Verrà ordinato il 4 ottobre, festa di san Francesco. La sua nomina ha suscitato una certa curiosità nella stampa russa, per svariati motivi. Innanzitutto i rapporti tra i governi russi/sovietici e la Santa Sede hanno visto molti alti e bassi nella storia, e soprattutto momenti di tensione, ad esempio quando Caterina la Grande decise di creare di propria iniziativa una diocesi e nominare un metropolita cattolico nel suo impero, o quando il Vaticano ha accarezzato l’idea di convertire gli ortodossi alla fede di Roma.

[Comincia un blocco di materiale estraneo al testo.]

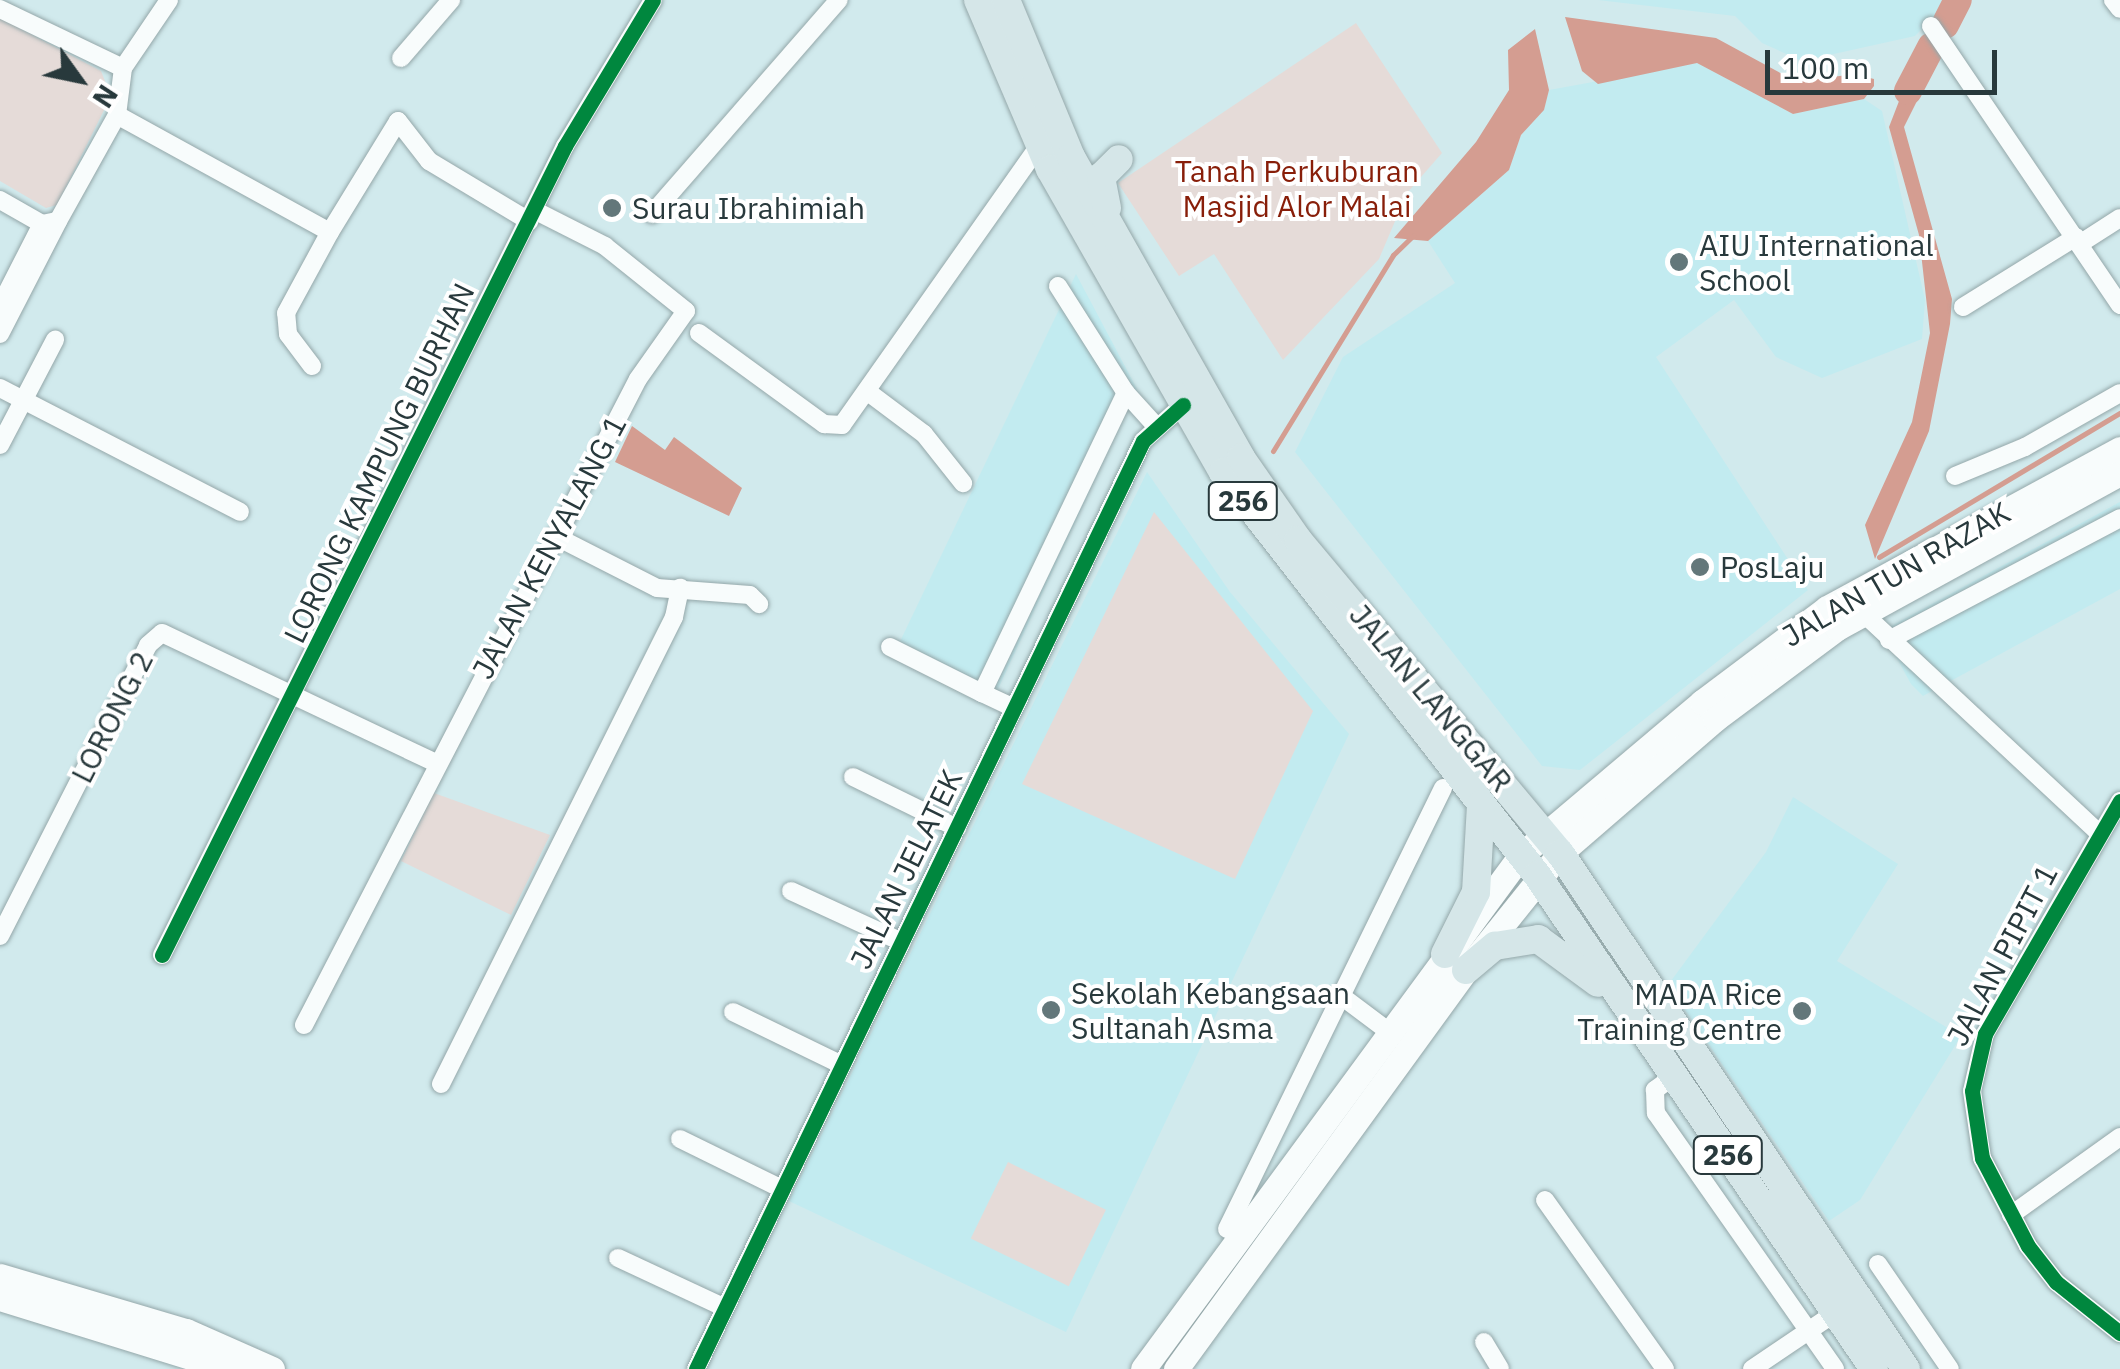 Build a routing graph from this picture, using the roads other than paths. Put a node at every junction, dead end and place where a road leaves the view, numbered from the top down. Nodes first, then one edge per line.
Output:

E poi perché nella mentalità russa è ben radicata l’idea che in Russia il cattolico può essere solo di origine straniera: polacco, lituano, tedesco, francese, ma non russo.
Per tutto questo, dopo la nomina a vescovo ausiliare della diocesi di Mosca di un francescano di nazionalità russa i giornalisti hanno puntato il loro interesse soprattutto sulla stranezza della sua scelta per il cattolicesimo, nonché sulla novità assoluta della nomina episcopale.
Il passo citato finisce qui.